Hong Junsheng spent fifteen years in Beijing as a close student of Chen Fa-ke, and decades more in Jinan translating what he had received into a repeatable, mechanically precise method. His work ensured that the revolutionary "no empty postures" standard of 1956 was not lost to poetry. It was made teachable.
He was small and frail looking. He was unbeatable. Visitors to his school called him the man with magic hands, and the saying that grew up around him — not from his students, but from outsiders and the general public — was that no one knew what he did, but no one could beat him.
Taiji as Qi Gong
One detail about Hong is often misunderstood, and it matters. So far as I was told, Hong did not practice separate Qi Gong sets. He said he could not feel his Qi flow in the way practitioners commonly describe. This is sometimes reported as a limitation. It was not.
Hong achieved what Qi Gong cultivates — the lengthening from shoulder to fingertip, the sunk connection through the Kua, the whole-body unity — through mechanical precision. He could reproduce the stretch, and he could feel why it was required. What he did not do was treat the sensation of Qi as a separate subject of study. His Taiji, done correctly, was his Qi Gong. The result was the same.

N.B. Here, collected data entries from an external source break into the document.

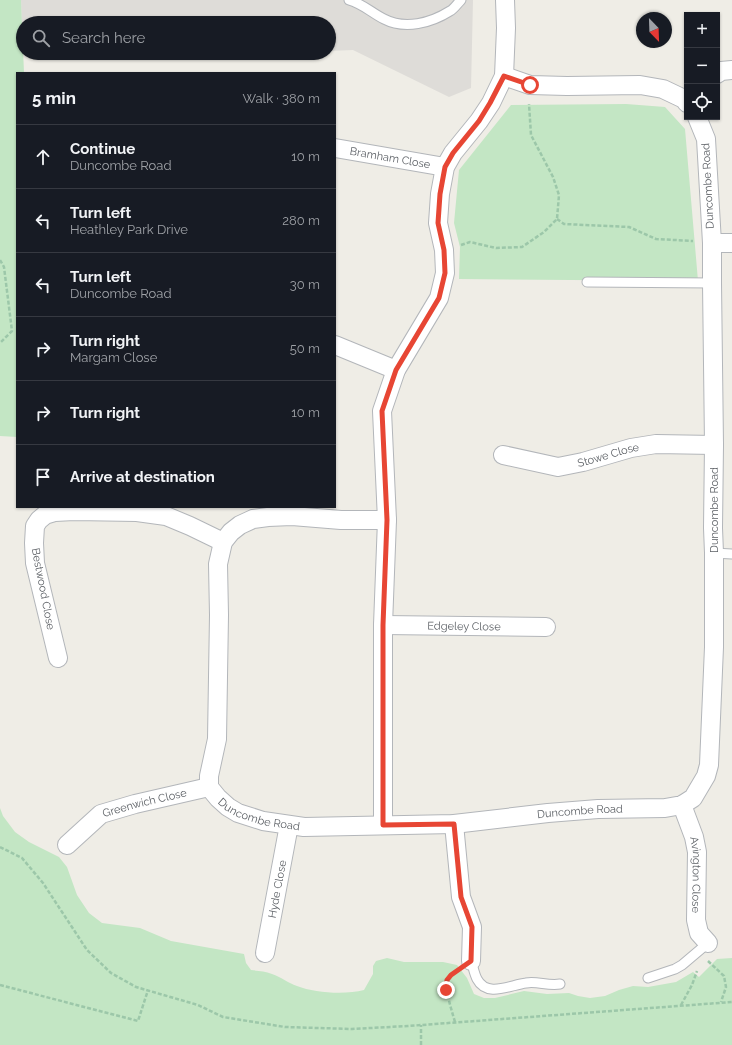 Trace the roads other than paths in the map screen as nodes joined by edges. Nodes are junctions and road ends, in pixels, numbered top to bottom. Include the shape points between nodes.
1 (349, 0) edge
2 (461, 0) edge
3 (505, 0) edge
4 (732, 70) edge
5 (720, 72) edge
6 (504, 76) junction
7 (684, 99) edge
8 (698, 120) edge
9 (336, 148) edge
10 (445, 167) junction
11 (712, 243) junction
12 (732, 243) edge
13 (587, 282) dead end
14 (712, 283) junction
15 (336, 345) edge
16 (396, 370) junction
17 (714, 445) junction
18 (503, 455) dead end
19 (387, 520) junction
20 (223, 542) junction
21 (723, 554) edge
22 (383, 625) junction
23 (546, 627) dead end
24 (58, 658) dead end
25 (209, 787) junction
26 (682, 805) junction
27 (454, 824) junction
28 (289, 825) junction
29 (383, 825) junction
30 (67, 845) dead end
31 (706, 950) joint
32 (265, 954) dead end
33 (471, 961) joint
34 (648, 978) dead end
35 (560, 984) dead end

1 - 2 lane via 367,7 385,20 414,25 451,11
3 - 6 street
4 - 5 street
6 - 7 street via 530,85 640,85 663,89
6 - 10 street via 479,121
8 - 11 street, Duncombe Road via 706,139
9 - 10 street, Bramham Close
10 - 16 street via 438,223 444,250 445,273 439,298
11 - 12 street
11 - 14 street, Duncombe Road
13 - 14 lane
14 - 17 street, Duncombe Road
15 - 16 street
16 - 19 street via 382,411
17 - 18 street, Stowe Close via 656,444 558,467
17 - 21 street, Duncombe Road via 713,528
19 - 20 street, Duncombe Road via 292,516 253,519 240,524
19 - 22 street
20 - 24 street, Bestwood Close via 166,516 74,511 46,515 35,526 34,543 36,563
20 - 25 street, Duncombe Road via 218,564 217,739
21 - 26 street, Duncombe Road via 714,648 709,765 694,798
22 - 23 street, Edgeley Close
22 - 29 street
25 - 28 street, Duncombe Road via 228,807 238,813 263,822
25 - 30 street, Greenwich Close via 101,814
26 - 27 street, Duncombe Road via 548,813
26 - 31 street, Avington Close via 694,837 696,920
27 - 29 street, Duncombe Road
27 - 33 street via 461,897 472,927
28 - 29 street, Duncombe Road
28 - 32 street, Hyde Close
31 - 34 lane via 675,969
33 - 35 lane via 477,979 490,989 526,983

This is consistent with everything else about his work. Taiji practiced correctly does not require a parallel cultivation track. The mechanics, if they are actually present, carry the cultivation inside them. "No empty postures" is not only a claim about martial function. It is a claim about what the form already contains when the form is right.
The Jinan Decades
Hong's Beijing years gave him the art. His Jinan years gave it back to the world as a method. Through his research, the rotation of the hip and the specific steering mechanisms of the weighted side were clarified and could be transmitted without dependence on the teacher's presence in the room. His students, including Master Liu ChengDe, carry this forward.